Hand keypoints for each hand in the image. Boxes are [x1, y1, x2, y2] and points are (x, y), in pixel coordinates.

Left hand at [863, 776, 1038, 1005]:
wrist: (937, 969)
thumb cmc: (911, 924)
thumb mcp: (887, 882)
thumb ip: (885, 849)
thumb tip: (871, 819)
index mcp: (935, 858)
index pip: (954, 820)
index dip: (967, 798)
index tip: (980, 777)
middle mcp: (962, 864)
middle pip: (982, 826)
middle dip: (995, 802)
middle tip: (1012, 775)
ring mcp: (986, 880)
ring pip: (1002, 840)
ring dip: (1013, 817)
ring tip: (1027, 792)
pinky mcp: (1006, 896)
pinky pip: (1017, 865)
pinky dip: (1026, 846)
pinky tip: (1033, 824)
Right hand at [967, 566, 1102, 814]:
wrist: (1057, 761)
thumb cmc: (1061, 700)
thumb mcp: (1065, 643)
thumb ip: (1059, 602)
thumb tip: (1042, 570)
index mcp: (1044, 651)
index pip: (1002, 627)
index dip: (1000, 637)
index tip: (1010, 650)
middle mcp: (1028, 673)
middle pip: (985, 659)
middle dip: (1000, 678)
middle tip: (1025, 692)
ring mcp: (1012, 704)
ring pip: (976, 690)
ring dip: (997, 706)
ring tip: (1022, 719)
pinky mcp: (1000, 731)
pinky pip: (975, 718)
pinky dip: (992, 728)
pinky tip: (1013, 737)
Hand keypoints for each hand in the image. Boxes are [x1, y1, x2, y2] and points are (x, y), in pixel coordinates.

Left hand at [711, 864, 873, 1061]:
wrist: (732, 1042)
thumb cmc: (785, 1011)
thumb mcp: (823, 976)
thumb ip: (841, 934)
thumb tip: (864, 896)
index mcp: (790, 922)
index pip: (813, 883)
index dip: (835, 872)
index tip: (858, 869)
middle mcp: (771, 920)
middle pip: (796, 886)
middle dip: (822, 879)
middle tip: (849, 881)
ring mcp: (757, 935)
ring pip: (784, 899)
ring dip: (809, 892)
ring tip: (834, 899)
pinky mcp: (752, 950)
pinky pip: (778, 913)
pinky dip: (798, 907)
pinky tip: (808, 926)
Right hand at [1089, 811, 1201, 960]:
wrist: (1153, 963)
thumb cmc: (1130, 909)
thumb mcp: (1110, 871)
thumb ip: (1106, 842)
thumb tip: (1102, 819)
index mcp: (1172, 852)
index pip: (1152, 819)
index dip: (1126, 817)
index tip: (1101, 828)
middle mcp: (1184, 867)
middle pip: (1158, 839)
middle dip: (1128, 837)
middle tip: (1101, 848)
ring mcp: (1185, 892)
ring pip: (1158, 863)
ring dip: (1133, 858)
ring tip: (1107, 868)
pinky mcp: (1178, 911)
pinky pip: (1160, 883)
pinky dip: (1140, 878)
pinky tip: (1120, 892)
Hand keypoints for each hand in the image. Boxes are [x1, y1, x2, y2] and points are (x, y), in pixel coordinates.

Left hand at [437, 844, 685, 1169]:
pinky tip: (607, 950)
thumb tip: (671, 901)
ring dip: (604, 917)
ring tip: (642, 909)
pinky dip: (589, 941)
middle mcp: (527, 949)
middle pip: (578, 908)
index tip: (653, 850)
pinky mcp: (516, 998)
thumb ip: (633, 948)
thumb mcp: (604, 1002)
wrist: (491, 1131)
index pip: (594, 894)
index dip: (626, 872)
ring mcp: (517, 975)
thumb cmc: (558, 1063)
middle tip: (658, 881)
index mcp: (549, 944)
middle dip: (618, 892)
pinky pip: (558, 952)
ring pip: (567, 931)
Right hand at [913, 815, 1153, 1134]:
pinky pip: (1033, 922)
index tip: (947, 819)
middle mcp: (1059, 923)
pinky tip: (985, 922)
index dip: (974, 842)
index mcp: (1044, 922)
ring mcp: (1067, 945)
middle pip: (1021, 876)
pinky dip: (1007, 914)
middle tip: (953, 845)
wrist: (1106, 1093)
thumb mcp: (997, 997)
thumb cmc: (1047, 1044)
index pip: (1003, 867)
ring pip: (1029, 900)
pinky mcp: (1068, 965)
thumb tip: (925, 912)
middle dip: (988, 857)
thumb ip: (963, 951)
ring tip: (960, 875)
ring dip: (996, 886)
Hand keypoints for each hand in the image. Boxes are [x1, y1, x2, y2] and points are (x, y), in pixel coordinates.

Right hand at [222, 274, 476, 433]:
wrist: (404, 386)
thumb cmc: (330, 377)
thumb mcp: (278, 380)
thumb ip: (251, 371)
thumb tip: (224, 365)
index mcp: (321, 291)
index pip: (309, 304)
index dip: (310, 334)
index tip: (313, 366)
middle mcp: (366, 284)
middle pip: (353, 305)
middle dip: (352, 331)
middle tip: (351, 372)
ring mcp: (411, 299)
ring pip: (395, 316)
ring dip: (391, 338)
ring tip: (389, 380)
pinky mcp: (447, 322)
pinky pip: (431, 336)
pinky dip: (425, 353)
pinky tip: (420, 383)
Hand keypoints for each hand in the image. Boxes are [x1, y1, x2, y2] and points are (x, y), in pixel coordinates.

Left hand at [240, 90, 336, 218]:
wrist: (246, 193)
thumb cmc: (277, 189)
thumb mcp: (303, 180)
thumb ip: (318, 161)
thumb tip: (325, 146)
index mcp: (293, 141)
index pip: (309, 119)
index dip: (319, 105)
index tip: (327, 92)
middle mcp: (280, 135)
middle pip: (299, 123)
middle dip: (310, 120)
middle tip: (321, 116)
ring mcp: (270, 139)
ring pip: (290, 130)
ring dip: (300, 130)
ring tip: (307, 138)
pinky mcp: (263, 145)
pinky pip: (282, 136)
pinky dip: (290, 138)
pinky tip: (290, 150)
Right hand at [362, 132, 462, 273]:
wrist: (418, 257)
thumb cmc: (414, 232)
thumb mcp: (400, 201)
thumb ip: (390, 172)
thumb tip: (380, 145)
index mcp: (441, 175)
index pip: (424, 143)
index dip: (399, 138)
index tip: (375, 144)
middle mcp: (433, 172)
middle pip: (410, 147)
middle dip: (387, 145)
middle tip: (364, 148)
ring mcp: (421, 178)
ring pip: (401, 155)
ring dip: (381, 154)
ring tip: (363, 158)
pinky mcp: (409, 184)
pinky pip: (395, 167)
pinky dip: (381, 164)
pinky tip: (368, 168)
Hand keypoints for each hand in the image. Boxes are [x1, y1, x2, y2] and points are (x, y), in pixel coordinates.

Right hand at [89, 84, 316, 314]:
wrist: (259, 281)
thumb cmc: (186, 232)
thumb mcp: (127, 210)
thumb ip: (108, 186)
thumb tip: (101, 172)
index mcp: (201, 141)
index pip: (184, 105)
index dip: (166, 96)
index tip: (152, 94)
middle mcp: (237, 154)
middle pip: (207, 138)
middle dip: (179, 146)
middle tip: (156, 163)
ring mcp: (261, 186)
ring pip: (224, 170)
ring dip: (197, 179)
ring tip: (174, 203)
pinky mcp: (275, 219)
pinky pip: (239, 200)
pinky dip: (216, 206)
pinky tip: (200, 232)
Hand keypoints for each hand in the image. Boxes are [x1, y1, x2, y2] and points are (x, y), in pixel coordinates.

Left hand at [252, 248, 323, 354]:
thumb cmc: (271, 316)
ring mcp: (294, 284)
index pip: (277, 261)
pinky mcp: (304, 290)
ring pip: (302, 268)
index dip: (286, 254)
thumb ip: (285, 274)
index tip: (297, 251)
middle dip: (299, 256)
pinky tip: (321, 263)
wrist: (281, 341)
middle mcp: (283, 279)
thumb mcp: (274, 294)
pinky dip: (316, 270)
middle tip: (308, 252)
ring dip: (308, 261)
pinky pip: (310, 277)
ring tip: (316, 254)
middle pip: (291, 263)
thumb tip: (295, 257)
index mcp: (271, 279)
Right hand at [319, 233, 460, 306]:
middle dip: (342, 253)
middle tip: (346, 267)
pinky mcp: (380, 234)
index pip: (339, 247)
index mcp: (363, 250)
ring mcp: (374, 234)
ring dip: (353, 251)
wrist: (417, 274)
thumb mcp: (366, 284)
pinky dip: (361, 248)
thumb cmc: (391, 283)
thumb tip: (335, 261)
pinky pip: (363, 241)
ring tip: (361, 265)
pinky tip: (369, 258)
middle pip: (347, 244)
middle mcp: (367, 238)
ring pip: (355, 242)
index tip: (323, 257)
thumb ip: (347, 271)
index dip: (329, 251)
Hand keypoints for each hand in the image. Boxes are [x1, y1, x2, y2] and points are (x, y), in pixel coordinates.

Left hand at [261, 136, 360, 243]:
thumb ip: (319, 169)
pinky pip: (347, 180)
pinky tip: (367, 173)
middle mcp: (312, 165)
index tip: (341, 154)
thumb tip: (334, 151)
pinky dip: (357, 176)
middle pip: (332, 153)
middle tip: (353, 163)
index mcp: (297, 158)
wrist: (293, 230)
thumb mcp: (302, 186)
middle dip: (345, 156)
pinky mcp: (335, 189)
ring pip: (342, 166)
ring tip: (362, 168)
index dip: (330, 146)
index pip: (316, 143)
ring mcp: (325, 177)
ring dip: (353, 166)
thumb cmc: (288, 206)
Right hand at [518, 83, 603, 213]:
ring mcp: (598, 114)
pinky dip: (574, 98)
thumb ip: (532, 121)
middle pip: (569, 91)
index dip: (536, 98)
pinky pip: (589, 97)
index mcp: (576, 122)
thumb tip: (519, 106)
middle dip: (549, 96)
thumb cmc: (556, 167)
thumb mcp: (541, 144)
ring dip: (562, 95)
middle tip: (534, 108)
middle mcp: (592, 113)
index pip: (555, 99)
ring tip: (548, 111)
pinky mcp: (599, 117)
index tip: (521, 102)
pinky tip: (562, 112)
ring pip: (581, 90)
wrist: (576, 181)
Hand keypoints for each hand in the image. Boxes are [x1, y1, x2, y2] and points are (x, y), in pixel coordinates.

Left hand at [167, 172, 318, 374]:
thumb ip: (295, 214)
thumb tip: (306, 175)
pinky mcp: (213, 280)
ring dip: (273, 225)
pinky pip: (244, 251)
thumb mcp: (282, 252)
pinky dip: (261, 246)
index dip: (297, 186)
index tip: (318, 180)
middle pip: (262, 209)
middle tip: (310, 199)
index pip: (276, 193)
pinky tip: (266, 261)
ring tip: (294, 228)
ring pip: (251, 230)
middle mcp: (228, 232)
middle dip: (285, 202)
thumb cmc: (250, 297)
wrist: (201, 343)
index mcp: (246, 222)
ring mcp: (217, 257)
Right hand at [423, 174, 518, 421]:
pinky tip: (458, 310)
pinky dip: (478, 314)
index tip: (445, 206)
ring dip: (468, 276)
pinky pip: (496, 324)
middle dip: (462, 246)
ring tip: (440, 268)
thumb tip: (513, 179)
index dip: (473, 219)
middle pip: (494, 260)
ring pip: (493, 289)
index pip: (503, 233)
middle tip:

- - -

» ASSIGNMENT
Take the lines from the first line of the records through the line holding "thumb ip: (1059, 602)", both included, and please reproduce them exactly with nothing added.

» ANSWER TO THE EXERCISE
Hand keypoints for each hand in the image. Boxes are [x1, y1, x2, y2] and points are (x, y), in pixel coordinates.

Left hand at [863, 776, 1038, 1005]:
wrist: (937, 969)
thumb cmc: (911, 924)
thumb mcp: (887, 882)
thumb ip: (885, 849)
thumb tip: (871, 819)
index mcp: (935, 858)
index pip: (954, 820)
index dip: (967, 798)
index tip: (980, 777)
middle mcp: (962, 864)
middle pip: (982, 826)
middle dip: (995, 802)
middle tip: (1012, 775)
ring mcp: (986, 880)
ring pip: (1002, 840)
ring dip: (1013, 817)
ring tip: (1027, 792)
pinky mcp: (1006, 896)
pinky pip: (1017, 865)
pinky dip: (1026, 846)
pinky tip: (1033, 824)
Right hand at [967, 566, 1102, 814]:
wrist: (1057, 761)
thumb cmc: (1061, 700)
thumb mcp: (1065, 643)
thumb ip: (1059, 602)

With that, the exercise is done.